New Australian foreign investment rules came into force on 1 December 2015 following the passage of the Government’s Foreign Acquisitions and Takeovers Legislation Amendment Bill 2015. These reforms represent the most significant changes to the framework in over 40 years.
These changes will affect a number of people, but particularly:
- Foreign investors who are considering an investment in Australia (given the significant application fees proposed to apply from 1 December 2015);
- Foreign investors with an existing interest in Australian agricultural land (who are required to register their interest on a new statutory register); and
- Developers or investors in Australian real estate.
Applicants will need to pay the fee before their foreign investment application can be processed.

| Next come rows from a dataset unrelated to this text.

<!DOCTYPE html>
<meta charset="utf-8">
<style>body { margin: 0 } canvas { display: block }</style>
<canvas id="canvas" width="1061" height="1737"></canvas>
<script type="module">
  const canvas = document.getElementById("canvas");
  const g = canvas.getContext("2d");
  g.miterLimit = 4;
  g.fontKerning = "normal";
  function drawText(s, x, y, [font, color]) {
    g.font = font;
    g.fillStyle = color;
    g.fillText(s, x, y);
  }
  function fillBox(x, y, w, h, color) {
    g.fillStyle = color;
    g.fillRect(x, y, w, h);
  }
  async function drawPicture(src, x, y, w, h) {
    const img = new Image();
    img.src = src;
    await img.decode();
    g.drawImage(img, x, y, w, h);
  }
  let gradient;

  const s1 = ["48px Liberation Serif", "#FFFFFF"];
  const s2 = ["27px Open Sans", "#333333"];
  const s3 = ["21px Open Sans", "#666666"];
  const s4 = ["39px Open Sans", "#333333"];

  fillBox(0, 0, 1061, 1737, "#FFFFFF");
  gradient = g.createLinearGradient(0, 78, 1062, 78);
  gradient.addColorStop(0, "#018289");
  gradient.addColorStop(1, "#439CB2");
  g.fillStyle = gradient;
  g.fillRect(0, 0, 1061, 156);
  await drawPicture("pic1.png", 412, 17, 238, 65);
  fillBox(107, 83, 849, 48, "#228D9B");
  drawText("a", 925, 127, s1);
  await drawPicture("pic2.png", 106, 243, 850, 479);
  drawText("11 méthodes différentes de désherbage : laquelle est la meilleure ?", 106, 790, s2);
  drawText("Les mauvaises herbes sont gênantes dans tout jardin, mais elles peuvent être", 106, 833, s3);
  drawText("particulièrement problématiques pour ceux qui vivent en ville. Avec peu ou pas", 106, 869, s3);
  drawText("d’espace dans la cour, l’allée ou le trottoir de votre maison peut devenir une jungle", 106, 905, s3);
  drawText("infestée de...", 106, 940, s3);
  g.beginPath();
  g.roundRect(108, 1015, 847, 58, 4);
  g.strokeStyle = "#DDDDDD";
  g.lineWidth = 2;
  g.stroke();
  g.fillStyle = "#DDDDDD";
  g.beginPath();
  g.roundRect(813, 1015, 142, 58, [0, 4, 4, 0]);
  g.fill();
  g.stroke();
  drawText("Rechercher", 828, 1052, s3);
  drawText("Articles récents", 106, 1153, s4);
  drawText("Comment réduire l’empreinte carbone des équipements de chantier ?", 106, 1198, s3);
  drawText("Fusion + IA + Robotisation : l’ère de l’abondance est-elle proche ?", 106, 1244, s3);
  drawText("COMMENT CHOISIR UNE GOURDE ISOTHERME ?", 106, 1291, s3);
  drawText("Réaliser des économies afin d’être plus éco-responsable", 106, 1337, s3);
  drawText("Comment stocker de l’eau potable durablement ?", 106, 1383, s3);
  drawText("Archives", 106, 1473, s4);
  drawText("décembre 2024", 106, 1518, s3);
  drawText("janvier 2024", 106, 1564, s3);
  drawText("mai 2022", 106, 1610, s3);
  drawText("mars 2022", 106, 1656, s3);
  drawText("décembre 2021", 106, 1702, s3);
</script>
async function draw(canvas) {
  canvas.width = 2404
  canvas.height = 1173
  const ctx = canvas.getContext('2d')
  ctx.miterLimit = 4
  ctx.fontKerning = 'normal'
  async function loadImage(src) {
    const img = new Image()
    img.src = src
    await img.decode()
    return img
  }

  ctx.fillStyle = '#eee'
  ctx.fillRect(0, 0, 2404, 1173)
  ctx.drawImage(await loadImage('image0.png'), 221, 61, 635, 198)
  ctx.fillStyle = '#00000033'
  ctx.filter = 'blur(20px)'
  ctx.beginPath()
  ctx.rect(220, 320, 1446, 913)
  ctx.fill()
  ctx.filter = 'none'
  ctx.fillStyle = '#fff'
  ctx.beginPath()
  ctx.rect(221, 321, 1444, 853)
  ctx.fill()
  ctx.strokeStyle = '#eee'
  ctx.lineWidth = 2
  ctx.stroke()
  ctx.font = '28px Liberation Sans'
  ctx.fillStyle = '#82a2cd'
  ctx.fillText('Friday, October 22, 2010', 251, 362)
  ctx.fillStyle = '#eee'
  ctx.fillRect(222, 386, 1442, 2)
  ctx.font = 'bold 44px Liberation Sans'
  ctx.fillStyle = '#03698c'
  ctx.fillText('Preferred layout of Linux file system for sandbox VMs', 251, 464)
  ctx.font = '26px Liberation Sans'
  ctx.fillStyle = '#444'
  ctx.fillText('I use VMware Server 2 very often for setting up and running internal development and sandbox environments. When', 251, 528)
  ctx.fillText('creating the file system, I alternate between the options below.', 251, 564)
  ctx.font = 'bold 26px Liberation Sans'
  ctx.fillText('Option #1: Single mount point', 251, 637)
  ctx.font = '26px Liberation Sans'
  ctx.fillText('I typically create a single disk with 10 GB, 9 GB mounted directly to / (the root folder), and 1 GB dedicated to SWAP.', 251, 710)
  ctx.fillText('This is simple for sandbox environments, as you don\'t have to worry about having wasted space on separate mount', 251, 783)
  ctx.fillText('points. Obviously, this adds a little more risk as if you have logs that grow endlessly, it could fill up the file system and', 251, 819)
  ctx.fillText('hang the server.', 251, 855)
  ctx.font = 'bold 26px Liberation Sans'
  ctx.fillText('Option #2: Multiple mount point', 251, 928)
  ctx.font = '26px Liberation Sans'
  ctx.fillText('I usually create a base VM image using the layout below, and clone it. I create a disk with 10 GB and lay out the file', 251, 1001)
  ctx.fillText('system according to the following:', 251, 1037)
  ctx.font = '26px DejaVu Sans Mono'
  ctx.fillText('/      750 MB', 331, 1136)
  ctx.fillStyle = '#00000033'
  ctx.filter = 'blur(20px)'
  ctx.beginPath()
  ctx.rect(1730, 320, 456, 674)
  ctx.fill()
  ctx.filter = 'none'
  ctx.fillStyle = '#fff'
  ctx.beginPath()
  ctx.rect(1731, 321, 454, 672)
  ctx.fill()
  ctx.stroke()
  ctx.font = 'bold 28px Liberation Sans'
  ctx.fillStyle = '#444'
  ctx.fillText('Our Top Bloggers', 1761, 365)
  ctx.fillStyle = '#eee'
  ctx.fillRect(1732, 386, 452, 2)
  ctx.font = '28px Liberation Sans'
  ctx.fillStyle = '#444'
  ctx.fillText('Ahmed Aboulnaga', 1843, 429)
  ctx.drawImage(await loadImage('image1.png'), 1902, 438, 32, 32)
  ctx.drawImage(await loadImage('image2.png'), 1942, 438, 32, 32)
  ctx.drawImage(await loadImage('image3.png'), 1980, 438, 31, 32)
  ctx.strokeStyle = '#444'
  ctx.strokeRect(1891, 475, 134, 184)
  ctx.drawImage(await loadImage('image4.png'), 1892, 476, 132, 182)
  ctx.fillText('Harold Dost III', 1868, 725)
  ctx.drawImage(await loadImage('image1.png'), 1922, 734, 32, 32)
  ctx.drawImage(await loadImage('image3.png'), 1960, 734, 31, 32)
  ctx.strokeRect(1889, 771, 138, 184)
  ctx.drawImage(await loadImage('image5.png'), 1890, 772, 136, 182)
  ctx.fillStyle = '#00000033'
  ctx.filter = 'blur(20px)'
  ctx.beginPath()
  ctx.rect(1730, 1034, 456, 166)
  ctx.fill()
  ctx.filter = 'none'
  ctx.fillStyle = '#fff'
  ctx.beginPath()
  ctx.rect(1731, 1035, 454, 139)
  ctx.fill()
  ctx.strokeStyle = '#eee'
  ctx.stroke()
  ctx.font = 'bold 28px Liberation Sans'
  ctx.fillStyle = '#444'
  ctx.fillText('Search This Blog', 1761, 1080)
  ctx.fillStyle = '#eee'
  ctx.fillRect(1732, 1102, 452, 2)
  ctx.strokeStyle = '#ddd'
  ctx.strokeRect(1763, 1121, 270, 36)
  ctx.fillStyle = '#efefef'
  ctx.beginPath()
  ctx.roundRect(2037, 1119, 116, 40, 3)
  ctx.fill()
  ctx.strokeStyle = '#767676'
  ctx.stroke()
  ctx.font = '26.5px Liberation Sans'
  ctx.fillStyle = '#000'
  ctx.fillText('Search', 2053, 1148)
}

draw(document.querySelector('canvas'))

If an application falls into a number of categories, the category with the highest fee will apply.
RESIDENTIAL REAL ESTATE
Non-resident foreign persons are prohibited from purchasing established dwellings in Australia.
Temporary residents can apply to purchase one established dwelling to use as their residence while they live in Australia, which must be sold if the property ceases to be their principle place of residence.
The following application fees apply:
- Property valued $1 million or less – $5,000
- Property valued over $1 million – $10,000
- In addition, $10,000 incremental fee increase per additional $1 million in property value
PROPERTY DEVELOPERS OF RESIDENTIAL REAL ESTATE
- Property developers can apply for new dwelling exemption certificates to sell new dwellings in a development of 50 or more residences to foreign investors.
- However, if a single foreign investor wants to purchase more than $3 million worth of apartments in any one development then they will have to seek individual approval.
- Additionally, developers will be required to market dwellings in Australia as well as overseas.
- Property developers will pay an upfront application fee of $25,000 with a reconciliation of properties sold to foreign persons based on above residential rates
COMMERCIAL REAL ESTATE
The threshold for office, industrial and commercial accommodation requiring prior approval has been increased from $55 million to $252 million (pegged to CPI) or $1,094 million for foreign investors from the United States, New Zealand, Chile, Korea, Japan and soon China.
The following application fees apply:
- Vacant commercial land -$10,000
- Commercial real estate – $25,000
- A new agricultural land foreign ownership register has been established, and the screening threshold for proposed foreign purchases of agricultural land by private investors was lowered from 252 million to $15 million.
- Additionally, direct investments in agribusiness over $55 million will generally be screened by the Foreign Investment Review Board. The threshold may vary depending on where the non-government investors are from.
From 1 December 2015, the ATO will:
- Process applications received from foreign persons proposing to invest in Australian residential land. Applications for purchases of non-residential land will continue to be processed by the Treasury;
- Be responsible for the Agricultural Land Register; and
- Collect all fees in relation to all foreign investment applications.
- A new regime of civil penalties will be introduced and the existing criminal penalty regime will be expanded. The maximum criminal penalties will be increased to $135,000 or 3 years’ imprisonment, or both for individuals; and up to $675,000 for companies;
- New civil penalties have been introduced with the maximum penalties being dependent on the type of breach. These penalties potentially extend to third parties who knowingly assist foreign investors to break the rules. Under the new arrangement foreign investors who fail to comply with the rules will not be able to profit from doing so including forfeiting any capital gains made on divestment of a property;
- The Government is also proposing an infringement notice regime for minor breaches (being primarily acquisitions undertaken without approval where approval would have been granted in the normal course). In particular, if a company makes such an acquisition and voluntarily reports the breach, the proposed infringement notice fine is $10,200, plus the relevant application fee. If the breach is identified through compliance monitoring (as opposed to having been voluntarily reported), the proposed fine is $51,000, plus the relevant application fee.
INCREASES THRESHOLD FOR FOREIGN INVESTORS FROM CHILE, SOUTH KOREA, AND JAPAN
As a consequence of Australia’s recently implemented free trade agreements with South Korea, Chile, and Japan, investors from those countries now have the benefit of preferential treatment (as compared to other foreign investors) under Australia’s foreign investment regime.